TASK DESCRIPTION> I'd like the entries reproduced exactly, with the images omitted.

[Stored items]
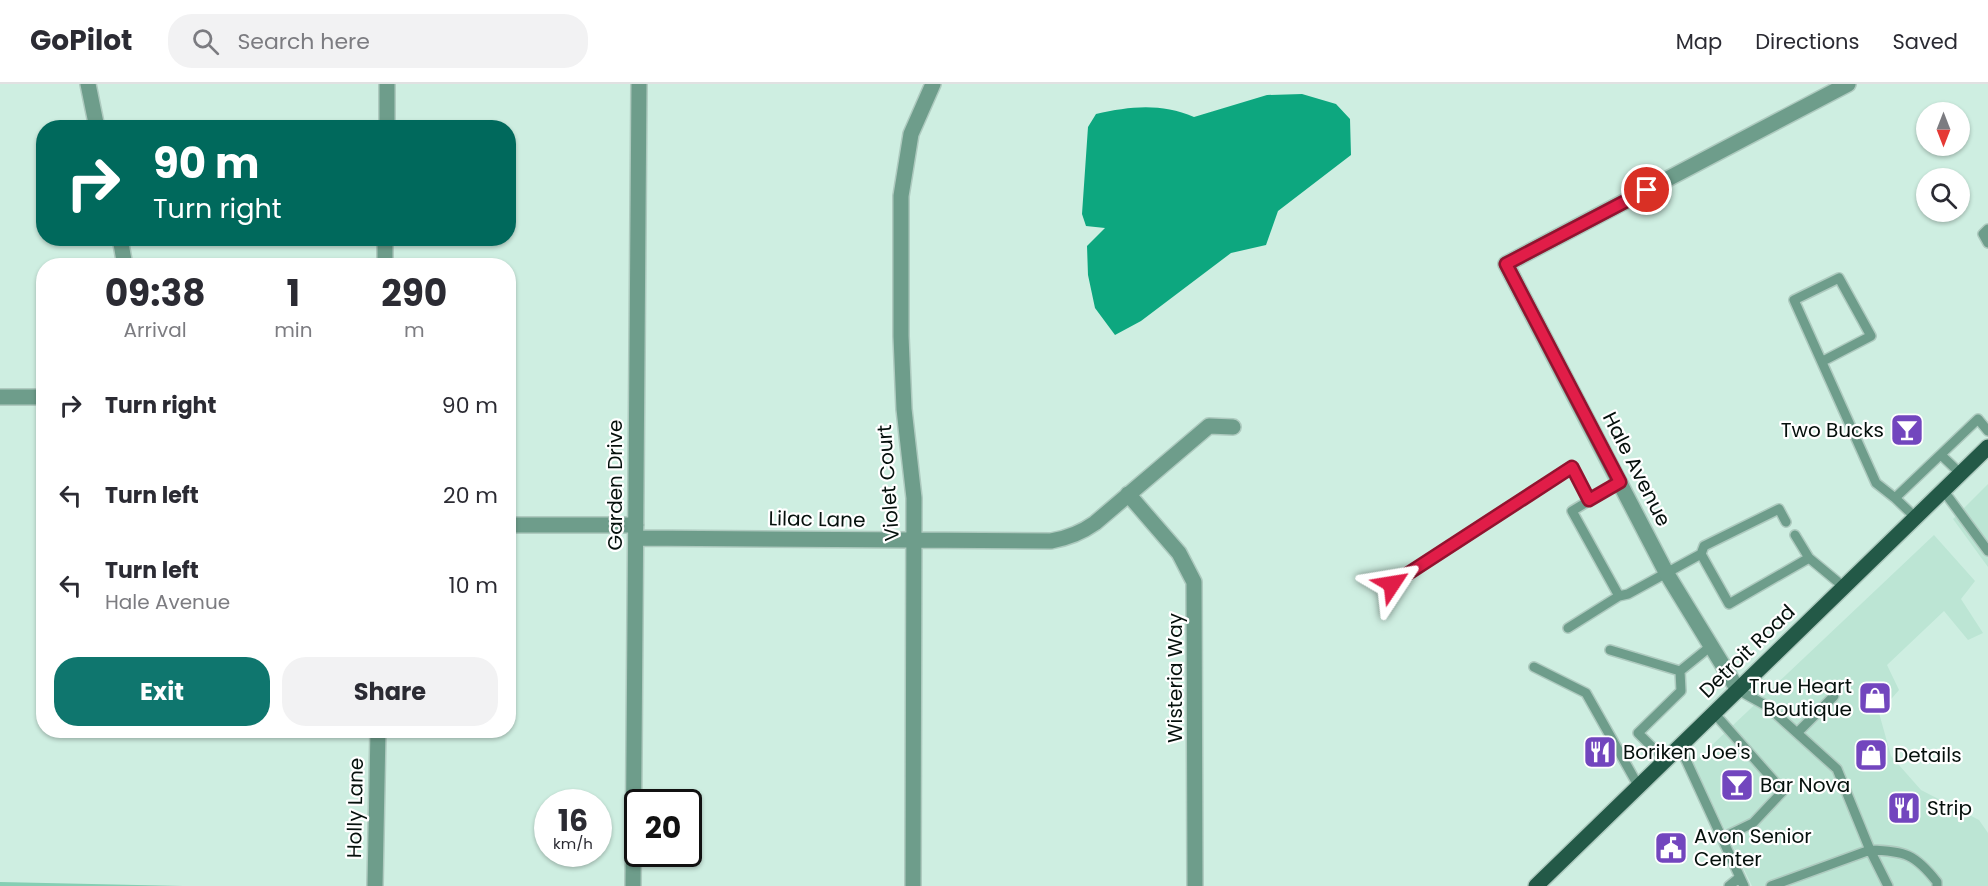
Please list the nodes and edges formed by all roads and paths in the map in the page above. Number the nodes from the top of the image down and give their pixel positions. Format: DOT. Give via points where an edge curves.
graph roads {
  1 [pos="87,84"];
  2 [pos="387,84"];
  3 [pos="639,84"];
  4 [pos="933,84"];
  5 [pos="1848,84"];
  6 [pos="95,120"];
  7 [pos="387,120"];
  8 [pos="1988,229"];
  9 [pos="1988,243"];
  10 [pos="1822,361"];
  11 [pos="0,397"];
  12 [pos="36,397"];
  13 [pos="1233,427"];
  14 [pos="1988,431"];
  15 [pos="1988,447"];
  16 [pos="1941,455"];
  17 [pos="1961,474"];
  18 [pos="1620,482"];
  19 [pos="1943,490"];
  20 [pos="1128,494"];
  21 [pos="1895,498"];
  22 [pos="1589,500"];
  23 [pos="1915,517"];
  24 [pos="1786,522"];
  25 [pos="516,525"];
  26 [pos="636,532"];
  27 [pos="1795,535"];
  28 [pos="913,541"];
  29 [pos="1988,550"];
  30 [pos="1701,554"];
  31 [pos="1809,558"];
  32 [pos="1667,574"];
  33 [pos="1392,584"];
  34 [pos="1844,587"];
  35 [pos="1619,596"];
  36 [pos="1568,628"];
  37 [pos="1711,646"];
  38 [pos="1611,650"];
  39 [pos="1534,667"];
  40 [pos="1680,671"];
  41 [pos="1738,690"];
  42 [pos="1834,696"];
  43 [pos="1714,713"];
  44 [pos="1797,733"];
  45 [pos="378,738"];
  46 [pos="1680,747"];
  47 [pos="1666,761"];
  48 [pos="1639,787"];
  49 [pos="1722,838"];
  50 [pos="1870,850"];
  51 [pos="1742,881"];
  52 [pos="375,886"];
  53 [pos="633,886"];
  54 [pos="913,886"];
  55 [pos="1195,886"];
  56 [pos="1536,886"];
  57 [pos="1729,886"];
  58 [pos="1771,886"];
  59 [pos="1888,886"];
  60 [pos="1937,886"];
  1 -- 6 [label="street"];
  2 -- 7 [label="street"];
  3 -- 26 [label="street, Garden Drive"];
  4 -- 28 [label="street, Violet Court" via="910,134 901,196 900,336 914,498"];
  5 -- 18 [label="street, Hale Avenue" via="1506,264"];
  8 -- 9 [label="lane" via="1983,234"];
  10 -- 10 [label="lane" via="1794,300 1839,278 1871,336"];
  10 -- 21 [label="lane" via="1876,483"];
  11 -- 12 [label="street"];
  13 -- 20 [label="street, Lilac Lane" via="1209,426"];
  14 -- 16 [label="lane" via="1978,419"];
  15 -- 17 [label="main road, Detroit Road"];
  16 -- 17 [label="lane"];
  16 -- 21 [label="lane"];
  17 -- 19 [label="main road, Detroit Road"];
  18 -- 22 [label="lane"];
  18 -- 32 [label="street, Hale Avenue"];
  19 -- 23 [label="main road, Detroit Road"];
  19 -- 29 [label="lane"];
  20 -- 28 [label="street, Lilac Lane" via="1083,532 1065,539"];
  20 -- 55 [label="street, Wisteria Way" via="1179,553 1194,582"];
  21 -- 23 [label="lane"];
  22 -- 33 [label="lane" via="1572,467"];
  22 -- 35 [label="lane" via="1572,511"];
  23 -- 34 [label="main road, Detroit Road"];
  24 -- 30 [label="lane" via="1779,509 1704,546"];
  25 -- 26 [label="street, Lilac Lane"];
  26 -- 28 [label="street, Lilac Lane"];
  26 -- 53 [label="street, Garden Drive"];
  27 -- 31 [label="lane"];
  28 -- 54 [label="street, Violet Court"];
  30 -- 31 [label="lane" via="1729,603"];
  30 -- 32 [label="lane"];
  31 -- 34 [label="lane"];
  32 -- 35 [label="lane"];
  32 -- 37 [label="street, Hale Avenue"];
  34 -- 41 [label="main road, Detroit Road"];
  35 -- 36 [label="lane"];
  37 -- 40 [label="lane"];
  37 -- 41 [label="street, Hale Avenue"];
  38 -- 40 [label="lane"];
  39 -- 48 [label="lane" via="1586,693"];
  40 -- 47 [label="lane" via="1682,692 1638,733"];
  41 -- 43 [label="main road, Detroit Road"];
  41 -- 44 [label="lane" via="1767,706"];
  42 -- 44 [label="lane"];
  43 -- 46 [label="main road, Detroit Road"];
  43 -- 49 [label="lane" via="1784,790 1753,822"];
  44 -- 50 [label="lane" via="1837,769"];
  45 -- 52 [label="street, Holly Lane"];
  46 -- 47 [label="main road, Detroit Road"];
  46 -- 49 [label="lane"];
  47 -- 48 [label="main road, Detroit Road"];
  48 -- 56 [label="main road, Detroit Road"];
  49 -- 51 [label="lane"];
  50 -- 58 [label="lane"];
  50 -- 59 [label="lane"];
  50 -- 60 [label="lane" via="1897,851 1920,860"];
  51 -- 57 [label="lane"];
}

TASK ANSWER>
Please list the nodes and edges formed by all roads and paths in the map in the page above. Number the nodes from the top of the image down and give their pixel positions. Format: DOT. Give via points where an edge curves.
graph roads {
  1 [pos="87,84"];
  2 [pos="387,84"];
  3 [pos="639,84"];
  4 [pos="933,84"];
  5 [pos="1848,84"];
  6 [pos="95,120"];
  7 [pos="387,120"];
  8 [pos="1988,229"];
  9 [pos="1988,243"];
  10 [pos="1822,361"];
  11 [pos="0,397"];
  12 [pos="36,397"];
  13 [pos="1233,427"];
  14 [pos="1988,431"];
  15 [pos="1988,447"];
  16 [pos="1941,455"];
  17 [pos="1961,474"];
  18 [pos="1620,482"];
  19 [pos="1943,490"];
  20 [pos="1128,494"];
  21 [pos="1895,498"];
  22 [pos="1589,500"];
  23 [pos="1915,517"];
  24 [pos="1786,522"];
  25 [pos="516,525"];
  26 [pos="636,532"];
  27 [pos="1795,535"];
  28 [pos="913,541"];
  29 [pos="1988,550"];
  30 [pos="1701,554"];
  31 [pos="1809,558"];
  32 [pos="1667,574"];
  33 [pos="1392,584"];
  34 [pos="1844,587"];
  35 [pos="1619,596"];
  36 [pos="1568,628"];
  37 [pos="1711,646"];
  38 [pos="1611,650"];
  39 [pos="1534,667"];
  40 [pos="1680,671"];
  41 [pos="1738,690"];
  42 [pos="1834,696"];
  43 [pos="1714,713"];
  44 [pos="1797,733"];
  45 [pos="378,738"];
  46 [pos="1680,747"];
  47 [pos="1666,761"];
  48 [pos="1639,787"];
  49 [pos="1722,838"];
  50 [pos="1870,850"];
  51 [pos="1742,881"];
  52 [pos="375,886"];
  53 [pos="633,886"];
  54 [pos="913,886"];
  55 [pos="1195,886"];
  56 [pos="1536,886"];
  57 [pos="1729,886"];
  58 [pos="1771,886"];
  59 [pos="1888,886"];
  60 [pos="1937,886"];
  1 -- 6 [label="street"];
  2 -- 7 [label="street"];
  3 -- 26 [label="street, Garden Drive"];
  4 -- 28 [label="street, Violet Court" via="910,134 901,196 900,336 914,498"];
  5 -- 18 [label="street, Hale Avenue" via="1506,264"];
  8 -- 9 [label="lane" via="1983,234"];
  10 -- 10 [label="lane" via="1794,300 1839,278 1871,336"];
  10 -- 21 [label="lane" via="1876,483"];
  11 -- 12 [label="street"];
  13 -- 20 [label="street, Lilac Lane" via="1209,426"];
  14 -- 16 [label="lane" via="1978,419"];
  15 -- 17 [label="main road, Detroit Road"];
  16 -- 17 [label="lane"];
  16 -- 21 [label="lane"];
  17 -- 19 [label="main road, Detroit Road"];
  18 -- 22 [label="lane"];
  18 -- 32 [label="street, Hale Avenue"];
  19 -- 23 [label="main road, Detroit Road"];
  19 -- 29 [label="lane"];
  20 -- 28 [label="street, Lilac Lane" via="1083,532 1065,539"];
  20 -- 55 [label="street, Wisteria Way" via="1179,553 1194,582"];
  21 -- 23 [label="lane"];
  22 -- 33 [label="lane" via="1572,467"];
  22 -- 35 [label="lane" via="1572,511"];
  23 -- 34 [label="main road, Detroit Road"];
  24 -- 30 [label="lane" via="1779,509 1704,546"];
  25 -- 26 [label="street, Lilac Lane"];
  26 -- 28 [label="street, Lilac Lane"];
  26 -- 53 [label="street, Garden Drive"];
  27 -- 31 [label="lane"];
  28 -- 54 [label="street, Violet Court"];
  30 -- 31 [label="lane" via="1729,603"];
  30 -- 32 [label="lane"];
  31 -- 34 [label="lane"];
  32 -- 35 [label="lane"];
  32 -- 37 [label="street, Hale Avenue"];
  34 -- 41 [label="main road, Detroit Road"];
  35 -- 36 [label="lane"];
  37 -- 40 [label="lane"];
  37 -- 41 [label="street, Hale Avenue"];
  38 -- 40 [label="lane"];
  39 -- 48 [label="lane" via="1586,693"];
  40 -- 47 [label="lane" via="1682,692 1638,733"];
  41 -- 43 [label="main road, Detroit Road"];
  41 -- 44 [label="lane" via="1767,706"];
  42 -- 44 [label="lane"];
  43 -- 46 [label="main road, Detroit Road"];
  43 -- 49 [label="lane" via="1784,790 1753,822"];
  44 -- 50 [label="lane" via="1837,769"];
  45 -- 52 [label="street, Holly Lane"];
  46 -- 47 [label="main road, Detroit Road"];
  46 -- 49 [label="lane"];
  47 -- 48 [label="main road, Detroit Road"];
  48 -- 56 [label="main road, Detroit Road"];
  49 -- 51 [label="lane"];
  50 -- 58 [label="lane"];
  50 -- 59 [label="lane"];
  50 -- 60 [label="lane" via="1897,851 1920,860"];
  51 -- 57 [label="lane"];
}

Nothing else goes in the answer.